Posted by: allen Z | 14 August 2006 at 10:15 AM
Freddy, I got lost somewhere in your numbers but I think you ended up with too much wind capacity. Well sited wind turbines can produce 3000 hours/year. That's 3 kWh per year for each installed watt, enough to push a PHEV about 12 miles. 200 GW of installed wind power would thus provide roughly all of our 2.4 trillion vehcile miles. That's $200 billion at current turbine prices and perhaps only $125b with economies of scale.
The engineering problem of matching wind's intermittent supply to PHEV demand is left as an exercise for the student.
Posted by: doggydogworld | 14 August 2006 at 11:53 AM
Allen Z if you use www.archive.org it is a web archive, by berkley I believe, you can view the internet of the past.

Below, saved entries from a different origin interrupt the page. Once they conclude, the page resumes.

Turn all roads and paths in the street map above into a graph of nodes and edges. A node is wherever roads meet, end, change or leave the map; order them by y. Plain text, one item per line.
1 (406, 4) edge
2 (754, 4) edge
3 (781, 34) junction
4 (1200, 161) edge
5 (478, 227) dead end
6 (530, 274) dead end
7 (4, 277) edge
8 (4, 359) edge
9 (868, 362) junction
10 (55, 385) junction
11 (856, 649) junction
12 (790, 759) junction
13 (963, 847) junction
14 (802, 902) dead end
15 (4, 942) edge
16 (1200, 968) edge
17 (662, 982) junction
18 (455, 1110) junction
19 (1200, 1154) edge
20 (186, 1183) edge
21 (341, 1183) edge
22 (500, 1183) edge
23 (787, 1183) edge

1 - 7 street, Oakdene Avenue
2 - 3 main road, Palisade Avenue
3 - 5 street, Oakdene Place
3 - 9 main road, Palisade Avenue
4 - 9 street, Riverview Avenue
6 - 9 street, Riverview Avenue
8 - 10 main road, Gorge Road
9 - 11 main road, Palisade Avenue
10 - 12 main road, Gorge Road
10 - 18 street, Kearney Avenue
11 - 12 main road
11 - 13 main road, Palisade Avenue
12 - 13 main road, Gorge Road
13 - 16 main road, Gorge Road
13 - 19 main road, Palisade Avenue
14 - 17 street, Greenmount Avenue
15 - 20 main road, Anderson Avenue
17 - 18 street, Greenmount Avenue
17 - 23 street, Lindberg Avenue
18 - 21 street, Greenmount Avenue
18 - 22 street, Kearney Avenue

Future Truck was a program by the Feds and the top 11 engineering universities in the U.S. It was similar to the SAE Clean Snowmobile program. If you use the Archive.org to read the pages of the different years you will see diesel/hybrids giving Ford Explorers an average of 26mpg. The last year of the program 3 schools used fuelcells to modify the Explorer and averaged just over 40mpg equivelant.
In the clean Snow mobile contest the 2 stroke snow mobiles modified with Orbital Corp. technology got better gas milage and lower emissions than the best 4 stroke cats. Orbital was/is a company from Austalia that had some interesting port,breathing work to clean up the 2 stroke. The SAE website used to post that contest.
It seems we need more of these contests as industry follows the students as they move on and uses their learned skills in these areas.
Just a proud not my father is a retired diesl engineer. He designed and had running a diesel with no camshafts in 1995. It used fast electronic swithes and hydrolic tappits for infinately variable lift, duration and velocity to maximixe efficiency for every RPM, Throttle setting, Load, Boost And Temp range. Cool pops well done.
P.S. that was done at Jacobs Vehicle systems for locomotives but wasn't bought by their clients.